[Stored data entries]
****************************************

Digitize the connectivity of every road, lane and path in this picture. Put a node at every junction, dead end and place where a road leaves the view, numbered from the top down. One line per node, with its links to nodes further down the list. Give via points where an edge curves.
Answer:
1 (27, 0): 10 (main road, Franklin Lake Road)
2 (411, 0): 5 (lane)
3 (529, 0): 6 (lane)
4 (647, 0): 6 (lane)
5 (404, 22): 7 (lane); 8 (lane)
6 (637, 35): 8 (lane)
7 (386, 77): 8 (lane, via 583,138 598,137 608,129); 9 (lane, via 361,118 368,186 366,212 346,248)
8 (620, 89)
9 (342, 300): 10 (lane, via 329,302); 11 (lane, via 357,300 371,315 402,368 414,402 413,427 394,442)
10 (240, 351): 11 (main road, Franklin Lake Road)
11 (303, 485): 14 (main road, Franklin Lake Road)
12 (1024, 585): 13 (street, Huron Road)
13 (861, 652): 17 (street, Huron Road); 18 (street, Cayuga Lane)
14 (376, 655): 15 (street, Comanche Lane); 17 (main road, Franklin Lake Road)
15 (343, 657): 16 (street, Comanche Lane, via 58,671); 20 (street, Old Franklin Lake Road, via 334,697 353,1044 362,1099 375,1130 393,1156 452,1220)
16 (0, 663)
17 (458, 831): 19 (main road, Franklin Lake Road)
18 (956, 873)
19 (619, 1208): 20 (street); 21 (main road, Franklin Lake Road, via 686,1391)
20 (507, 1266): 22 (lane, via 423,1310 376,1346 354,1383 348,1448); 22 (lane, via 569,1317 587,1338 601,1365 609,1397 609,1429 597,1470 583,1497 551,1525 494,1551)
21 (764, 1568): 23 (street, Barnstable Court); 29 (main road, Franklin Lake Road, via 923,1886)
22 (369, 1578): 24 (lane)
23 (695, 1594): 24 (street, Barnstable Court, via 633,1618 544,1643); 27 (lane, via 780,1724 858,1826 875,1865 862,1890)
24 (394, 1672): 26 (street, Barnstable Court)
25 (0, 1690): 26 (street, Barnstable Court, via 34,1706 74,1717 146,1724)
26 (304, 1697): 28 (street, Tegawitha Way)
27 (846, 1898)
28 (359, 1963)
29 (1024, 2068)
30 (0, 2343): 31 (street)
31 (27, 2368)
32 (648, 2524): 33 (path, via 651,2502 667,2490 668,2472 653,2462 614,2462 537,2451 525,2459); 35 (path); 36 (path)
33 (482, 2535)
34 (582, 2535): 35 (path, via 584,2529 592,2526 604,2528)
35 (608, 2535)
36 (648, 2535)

****************************************

Exercise objective: The records above are to be copied out exactly, line for line.

Exercise response:
Digitize the connectivity of every road, lane and path in this picture. Put a node at every junction, dead end and place where a road leaves the view, numbered from the top down. One line per node, with its links to nodes further down the list. Give via points where an edge curves.
Answer:
1 (27, 0): 10 (main road, Franklin Lake Road)
2 (411, 0): 5 (lane)
3 (529, 0): 6 (lane)
4 (647, 0): 6 (lane)
5 (404, 22): 7 (lane); 8 (lane)
6 (637, 35): 8 (lane)
7 (386, 77): 8 (lane, via 583,138 598,137 608,129); 9 (lane, via 361,118 368,186 366,212 346,248)
8 (620, 89)
9 (342, 300): 10 (lane, via 329,302); 11 (lane, via 357,300 371,315 402,368 414,402 413,427 394,442)
10 (240, 351): 11 (main road, Franklin Lake Road)
11 (303, 485): 14 (main road, Franklin Lake Road)
12 (1024, 585): 13 (street, Huron Road)
13 (861, 652): 17 (street, Huron Road); 18 (street, Cayuga Lane)
14 (376, 655): 15 (street, Comanche Lane); 17 (main road, Franklin Lake Road)
15 (343, 657): 16 (street, Comanche Lane, via 58,671); 20 (street, Old Franklin Lake Road, via 334,697 353,1044 362,1099 375,1130 393,1156 452,1220)
16 (0, 663)
17 (458, 831): 19 (main road, Franklin Lake Road)
18 (956, 873)
19 (619, 1208): 20 (street); 21 (main road, Franklin Lake Road, via 686,1391)
20 (507, 1266): 22 (lane, via 423,1310 376,1346 354,1383 348,1448); 22 (lane, via 569,1317 587,1338 601,1365 609,1397 609,1429 597,1470 583,1497 551,1525 494,1551)
21 (764, 1568): 23 (street, Barnstable Court); 29 (main road, Franklin Lake Road, via 923,1886)
22 (369, 1578): 24 (lane)
23 (695, 1594): 24 (street, Barnstable Court, via 633,1618 544,1643); 27 (lane, via 780,1724 858,1826 875,1865 862,1890)
24 (394, 1672): 26 (street, Barnstable Court)
25 (0, 1690): 26 (street, Barnstable Court, via 34,1706 74,1717 146,1724)
26 (304, 1697): 28 (street, Tegawitha Way)
27 (846, 1898)
28 (359, 1963)
29 (1024, 2068)
30 (0, 2343): 31 (street)
31 (27, 2368)
32 (648, 2524): 33 (path, via 651,2502 667,2490 668,2472 653,2462 614,2462 537,2451 525,2459); 35 (path); 36 (path)
33 (482, 2535)
34 (582, 2535): 35 (path, via 584,2529 592,2526 604,2528)
35 (608, 2535)
36 (648, 2535)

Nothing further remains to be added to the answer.